◆ **What needs to be done**
Only the pictures are to be omitted; every entry beneath should otherwise be duplicated exactly.

◆ **Input data**
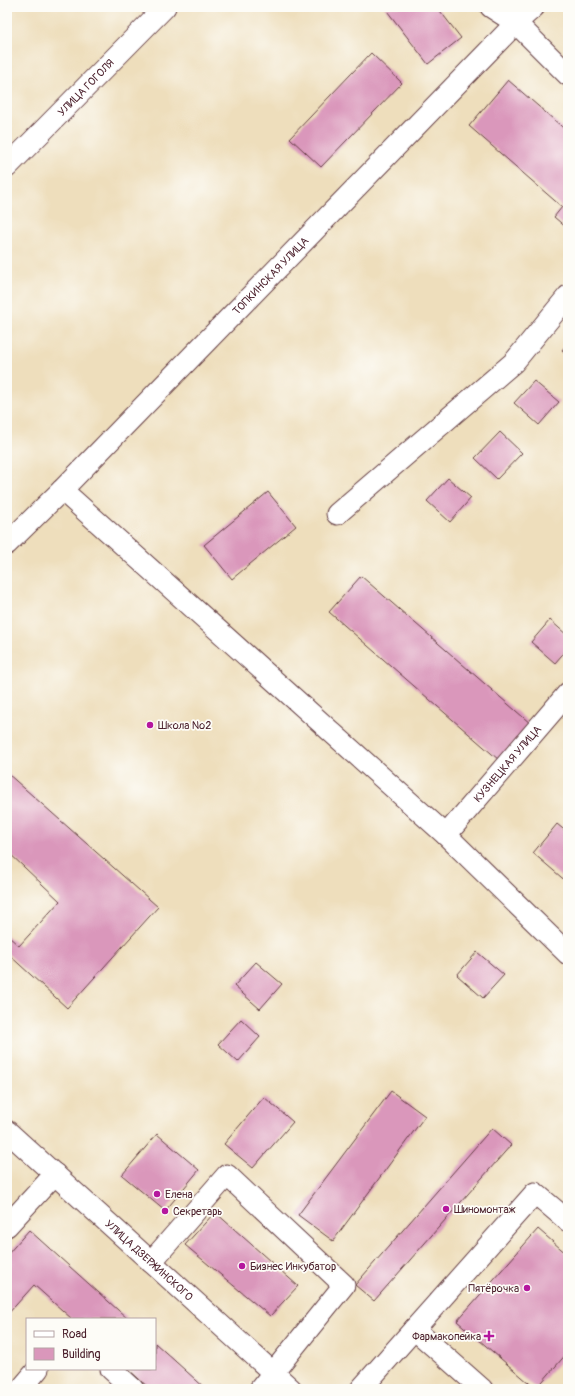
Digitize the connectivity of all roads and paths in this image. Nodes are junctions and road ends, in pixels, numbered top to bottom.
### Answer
1 (165, 7) edge
2 (491, 7) edge
3 (534, 7) edge
4 (516, 23) junction
5 (568, 75) edge
6 (7, 167) edge
7 (568, 296) edge
8 (62, 490) junction
9 (336, 514) dead end
10 (7, 544) edge
11 (568, 693) edge
12 (446, 835) junction
13 (568, 954) edge
14 (7, 1131) edge
15 (55, 1174) junction
16 (568, 1221) edge
17 (7, 1226) edge
18 (151, 1262) junction
19 (414, 1329) junction
20 (37, 1370) edge
21 (112, 1370) edge
22 (274, 1373) junction
23 (21, 1389) edge
24 (133, 1389) edge
25 (260, 1389) edge
26 (291, 1389) edge
27 (361, 1389) edge
28 (482, 1389) edge

1 - 6 street, УЛИЦА ГОГОЛЯ
2 - 4 street
3 - 4 street, ТОПКИНСКАЯ УЛИЦА
4 - 5 street
4 - 8 street, ТОПКИНСКАЯ УЛИЦА
7 - 9 street
8 - 10 street, ТОПКИНСКАЯ УЛИЦА
8 - 12 street
11 - 12 street, КУЗНЕЦКАЯ УЛИЦА
12 - 13 street
14 - 15 street, УЛИЦА ДЗЕРЖИНСКОГО
15 - 17 street
15 - 18 street, УЛИЦА ДЗЕРЖИНСКОГО
16 - 19 street
18 - 22 street, УЛИЦА ДЗЕРЖИНСКОГО
18 - 22 street
19 - 27 street
19 - 28 street
20 - 23 street
21 - 24 street
22 - 25 street
22 - 26 street, УЛИЦА ДЗЕРЖИНСКОГО

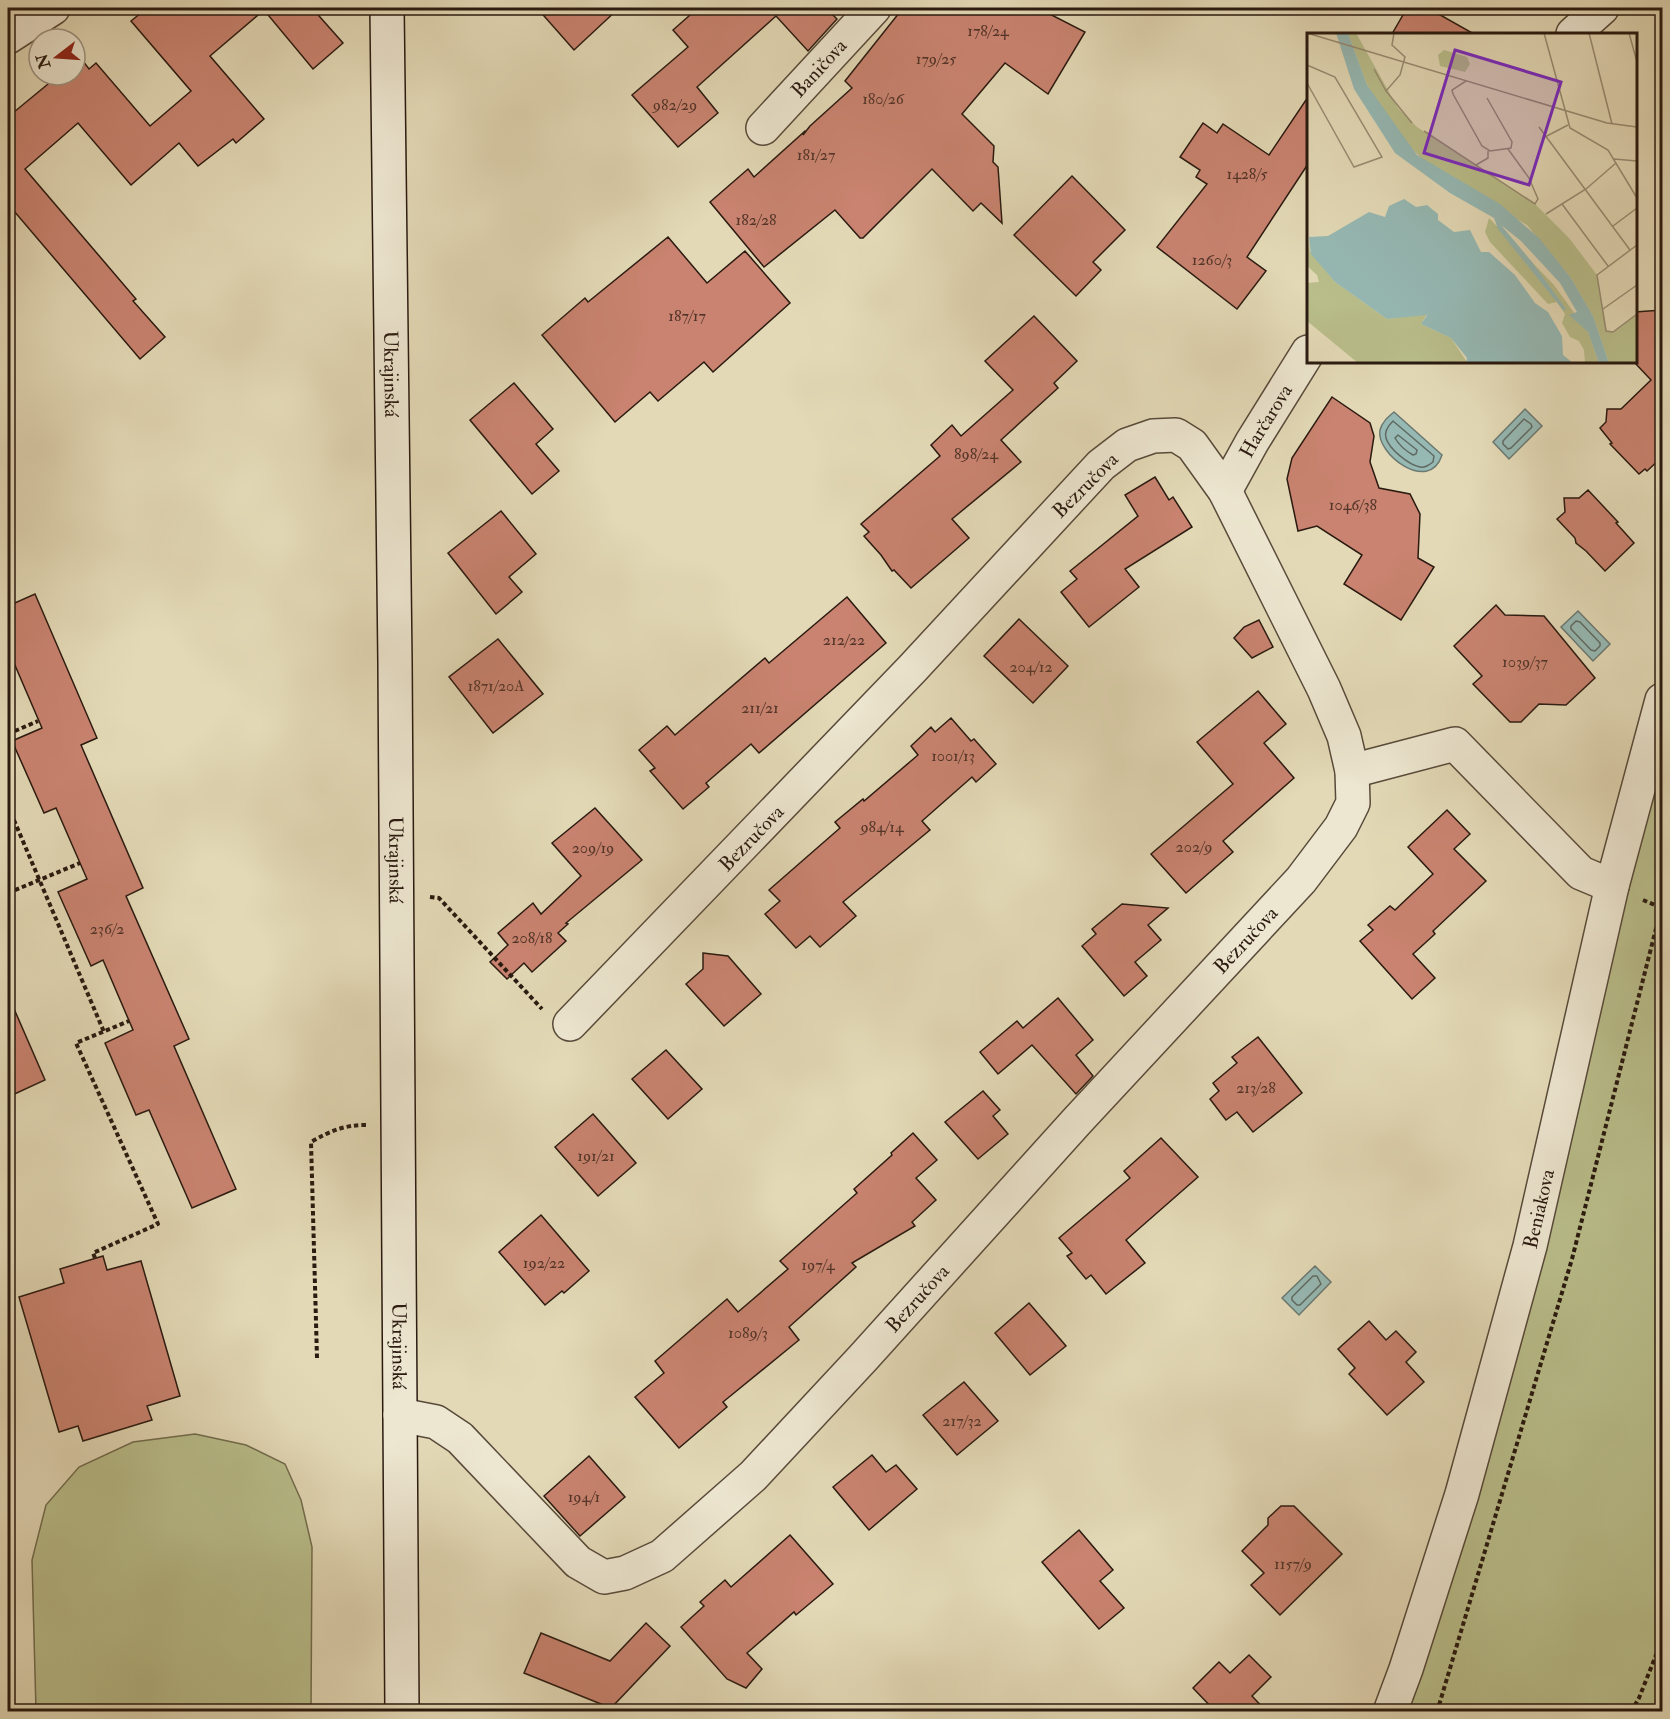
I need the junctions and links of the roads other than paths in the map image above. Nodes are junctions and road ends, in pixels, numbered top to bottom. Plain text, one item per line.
1 (53, 8) edge
2 (387, 8) edge
3 (874, 8) edge
4 (1602, 8) edge
5 (1574, 33) edge
6 (8, 37) edge
7 (763, 128) dead end
8 (1307, 353) edge
9 (1225, 491) junction
10 (1662, 700) edge
11 (1352, 771) junction
12 (1611, 886) junction
13 (570, 1024) road end
14 (399, 1415) junction
15 (402, 1712) edge
16 (1390, 1712) edge

1 - 6 street
2 - 14 street, Ukrajinská
3 - 7 street, Baničova
4 - 5 street
8 - 9 street, Harčarova
9 - 11 street, Bezručova
9 - 13 street, Bezručova
10 - 12 street, Beniakova
11 - 12 street
11 - 14 street, Bezručova
12 - 16 street, Beniakova
14 - 15 street, Ukrajinská

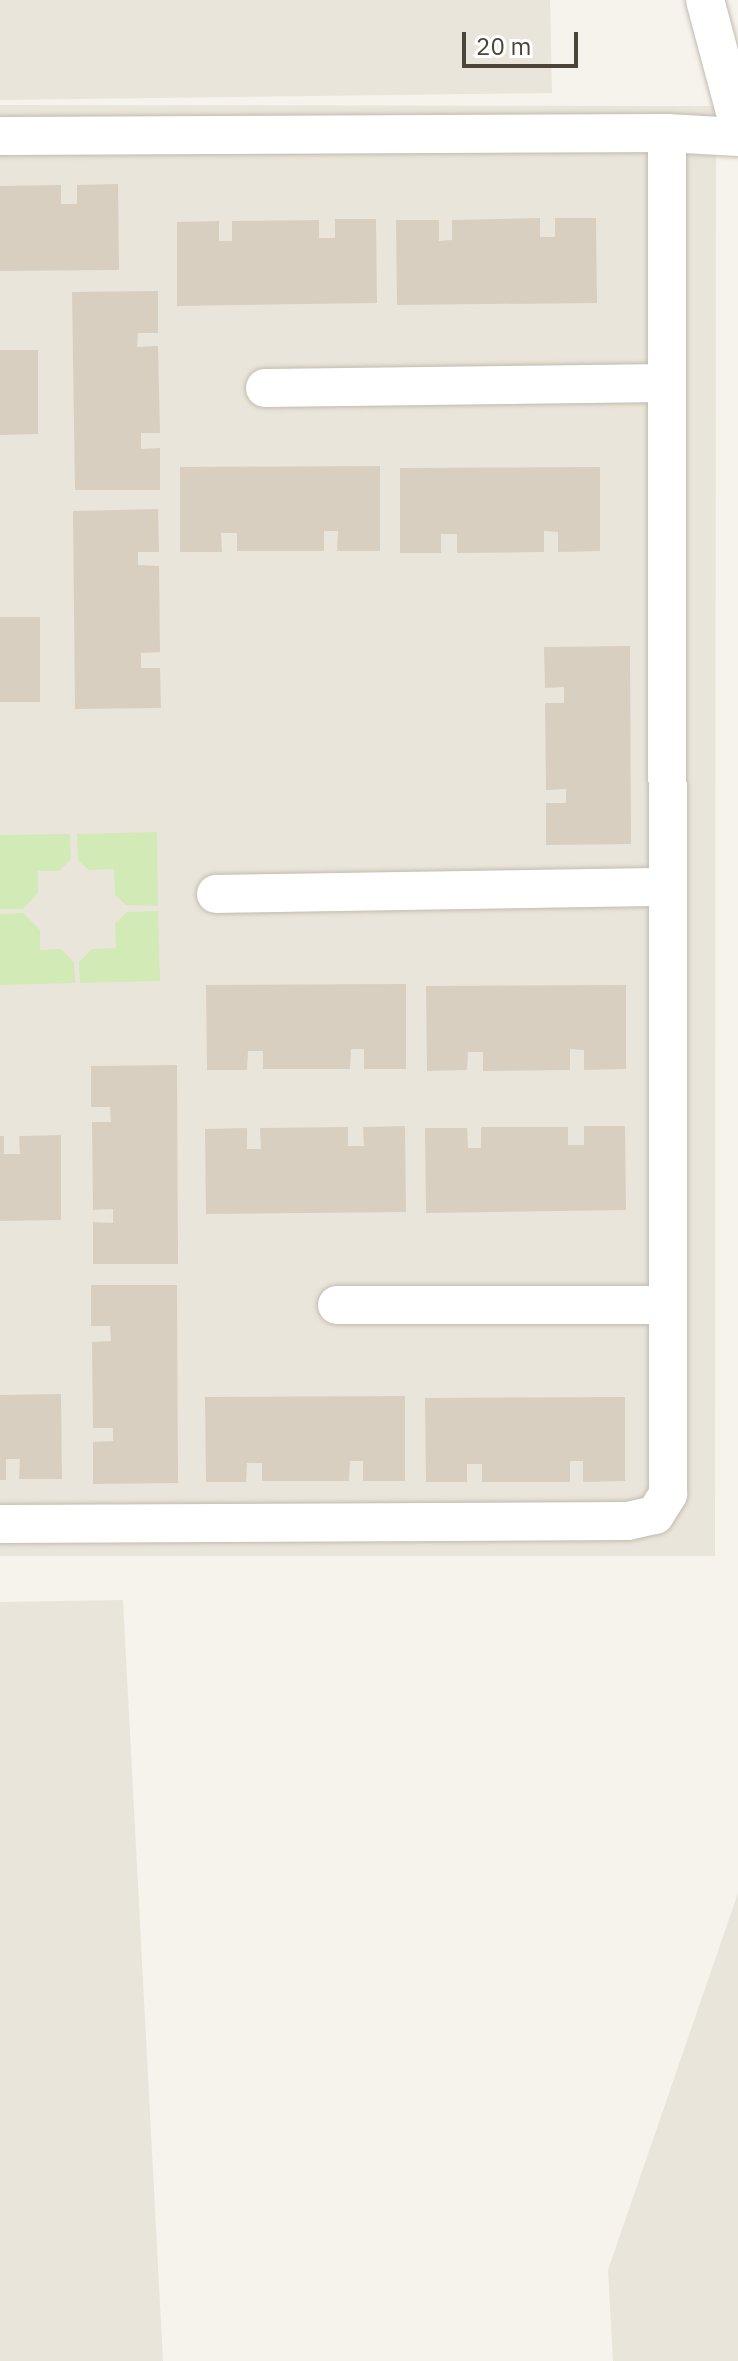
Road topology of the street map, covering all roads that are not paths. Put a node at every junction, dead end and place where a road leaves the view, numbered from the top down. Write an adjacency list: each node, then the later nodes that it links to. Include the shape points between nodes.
1 (705, 0): 2 (street)
2 (738, 123)
3 (667, 133): 4 (street); 5 (street); 6 (street)
4 (0, 136)
5 (738, 137)
6 (667, 383): 7 (street); 8 (street)
7 (265, 388)
8 (667, 887): 9 (street); 11 (street)
9 (216, 894)
10 (337, 1305): 11 (street)
11 (668, 1305): 12 (street, via 668,1494 655,1515 628,1521)
12 (0, 1524)

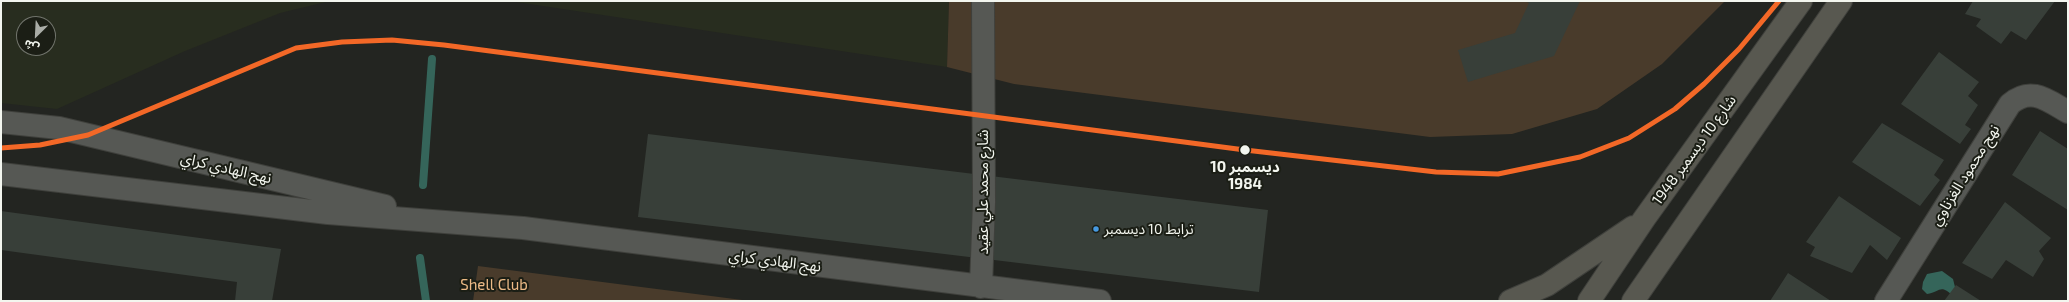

◆ **Solution for this task**
Digitize the connectivity of all roads and paths in this image. Nodes are junctions and road ends, in pixels, numbered top to bottom.
### Answer
1 (165, 7) edge
2 (491, 7) edge
3 (534, 7) edge
4 (516, 23) junction
5 (568, 75) edge
6 (7, 167) edge
7 (568, 296) edge
8 (62, 490) junction
9 (336, 514) dead end
10 (7, 544) edge
11 (568, 693) edge
12 (446, 835) junction
13 (568, 954) edge
14 (7, 1131) edge
15 (55, 1174) junction
16 (568, 1221) edge
17 (7, 1226) edge
18 (151, 1262) junction
19 (414, 1329) junction
20 (37, 1370) edge
21 (112, 1370) edge
22 (274, 1373) junction
23 (21, 1389) edge
24 (133, 1389) edge
25 (260, 1389) edge
26 (291, 1389) edge
27 (361, 1389) edge
28 (482, 1389) edge

1 - 6 street, УЛИЦА ГОГОЛЯ
2 - 4 street
3 - 4 street, ТОПКИНСКАЯ УЛИЦА
4 - 5 street
4 - 8 street, ТОПКИНСКАЯ УЛИЦА
7 - 9 street
8 - 10 street, ТОПКИНСКАЯ УЛИЦА
8 - 12 street
11 - 12 street, КУЗНЕЦКАЯ УЛИЦА
12 - 13 street
14 - 15 street, УЛИЦА ДЗЕРЖИНСКОГО
15 - 17 street
15 - 18 street, УЛИЦА ДЗЕРЖИНСКОГО
16 - 19 street
18 - 22 street, УЛИЦА ДЗЕРЖИНСКОГО
18 - 22 street
19 - 27 street
19 - 28 street
20 - 23 street
21 - 24 street
22 - 25 street
22 - 26 street, УЛИЦА ДЗЕРЖИНСКОГО

I need the junctions and links of the roads other than paths in the map image above. Nodes are junctions and road ends, in pixels, numbered top to bottom. Plain text, one item per line.
1 (53, 8) edge
2 (387, 8) edge
3 (874, 8) edge
4 (1602, 8) edge
5 (1574, 33) edge
6 (8, 37) edge
7 (763, 128) dead end
8 (1307, 353) edge
9 (1225, 491) junction
10 (1662, 700) edge
11 (1352, 771) junction
12 (1611, 886) junction
13 (570, 1024) road end
14 (399, 1415) junction
15 (402, 1712) edge
16 (1390, 1712) edge

1 - 6 street
2 - 14 street, Ukrajinská
3 - 7 street, Baničova
4 - 5 street
8 - 9 street, Harčarova
9 - 11 street, Bezručova
9 - 13 street, Bezručova
10 - 12 street, Beniakova
11 - 12 street
11 - 14 street, Bezručova
12 - 16 street, Beniakova
14 - 15 street, Ukrajinská

Road topology of the street map, covering all roads that are not paths. Put a node at every junction, dead end and place where a road leaves the view, numbered from the top down. Write an adjacency list: each node, then the later nodes that it links to. Include the shape points between nodes.
1 (705, 0): 2 (street)
2 (738, 123)
3 (667, 133): 4 (street); 5 (street); 6 (street)
4 (0, 136)
5 (738, 137)
6 (667, 383): 7 (street); 8 (street)
7 (265, 388)
8 (667, 887): 9 (street); 11 (street)
9 (216, 894)
10 (337, 1305): 11 (street)
11 (668, 1305): 12 (street, via 668,1494 655,1515 628,1521)
12 (0, 1524)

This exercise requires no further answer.